Franco Cavalli: une vie vouée à la médecine, à la famille, à la solidarité et à la politique. (photo RDB)

L'oncologue suisse Franco Cavalli est le nouveau président de l'Union internationale contre le cancer, qui s'est réunie vendredi à Washington.

Nouveau défi de taille pour le directeur de l'Institut oncologique de la Suisse italienne, un centre de soins et de recherche de réputation mondiale.

«Cavalli, s'il continue comme ça, à vouloir faire la révolution, il sera fichu dehors». Ainsi parlait en son temps un vieux médecin-chef de l'Hôpital de Bellinzone du jeune Franco Cavalli qui, à 36 ans, jettait les bases du développement de l'oncologie au Tessin. A l'époque, il n'existait pas de département pour les malades du cancer.

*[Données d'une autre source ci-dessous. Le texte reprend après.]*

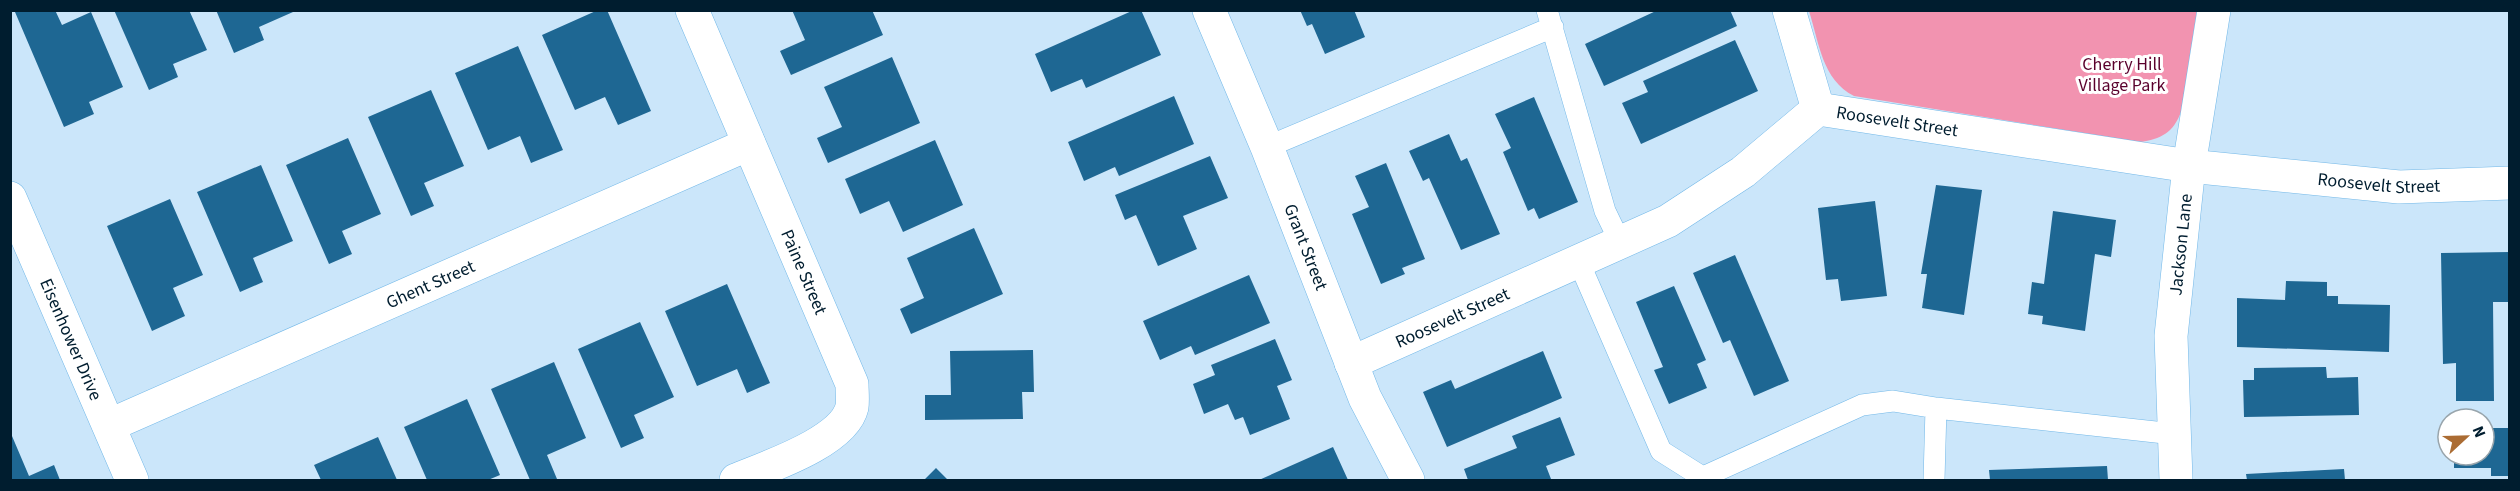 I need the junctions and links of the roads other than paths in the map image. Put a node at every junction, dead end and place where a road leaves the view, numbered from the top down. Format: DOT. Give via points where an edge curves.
graph roads {
  1 [pos="692,10"];
  2 [pos="1209,10"];
  3 [pos="1789,10"];
  4 [pos="2214,10"];
  5 [pos="1550,19"];
  6 [pos="1818,109"];
  7 [pos="749,144"];
  8 [pos="1267,147"];
  9 [pos="2189,166"];
  10 [pos="2510,183"];
  11 [pos="10,198"];
  12 [pos="1620,242"];
  13 [pos="1578,260"];
  14 [pos="1351,363"];
  15 [pos="1936,408"];
  16 [pos="110,425"];
  17 [pos="2174,434"];
  18 [pos="1704,479"];
  19 [pos="132,480"];
  20 [pos="736,480"];
  21 [pos="1408,480"];
  22 [pos="1935,480"];
  23 [pos="2176,480"];
  1 -- 7 [label="street, Paine Street"];
  2 -- 8 [label="street, Grant Street"];
  3 -- 6 [label="street"];
  4 -- 9 [label="street, Jackson Lane"];
  5 -- 8 [label="lane"];
  5 -- 12 [label="lane" via="1605,211"];
  6 -- 9 [label="street, Roosevelt Street"];
  6 -- 12 [label="street, Roosevelt Street" via="1743,172 1668,221"];
  7 -- 16 [label="street, Ghent Street"];
  7 -- 20 [label="street, Paine Street" via="852,384 852,409 834,434"];
  8 -- 14 [label="street, Grant Street"];
  9 -- 10 [label="street, Roosevelt Street" via="2399,187"];
  9 -- 17 [label="street, Jackson Lane" via="2171,336"];
  11 -- 16 [label="street, Eisenhower Drive"];
  12 -- 13 [label="street, Roosevelt Street"];
  13 -- 14 [label="street, Roosevelt Street"];
  13 -- 18 [label="lane" via="1661,451"];
  14 -- 21 [label="street, Grant Street"];
  15 -- 17 [label="lane"];
  15 -- 18 [label="lane" via="1893,401 1862,405"];
  15 -- 22 [label="lane"];
  16 -- 19 [label="street, Eisenhower Drive"];
  17 -- 23 [label="street, Jackson Lane"];
}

Mais Franco Cavalli n'a pas eu besoin de faire la révolution. Son engagement professionnel et personnel a toujours été teinté d'idéalisme, et ancré à gauche, puisqu'il est aussi député socialiste. swissinfo l'a rencontré dans son bureau de Bellinzone, peu avant son départ pour Washington.

swissinfo: Médecin, politicien, tiers-mondiste, père: comment faites-vous pour concilier tout cela?

Franco Cavalli: On me pose toujours cette question. C'est vrai, il y a des jours où j'ai l'impression d'être surchargé, des jours où j'ai l'impression de perdre pied parce qu'il y a tant à faire.

Mais, en général, je n'ai pas le sentiment de vivre dans un stress permanent. Il faut, bien sûr, être bien organisé au niveau mental et savoir gérer son temps. Mais c'est là qu'il faut être capable de déléguer avec confiance.

swissinfo: Quel est votre rôle le plus difficile?

F. C.: Celui de père. C'est si exigeant que, parfois, quand je me regarde dans le miroir, je me demande si j'ai fait tout ce qu'il fallait. Si j'ai fait les bons choix, si j'ai exploré toutes les possibilités.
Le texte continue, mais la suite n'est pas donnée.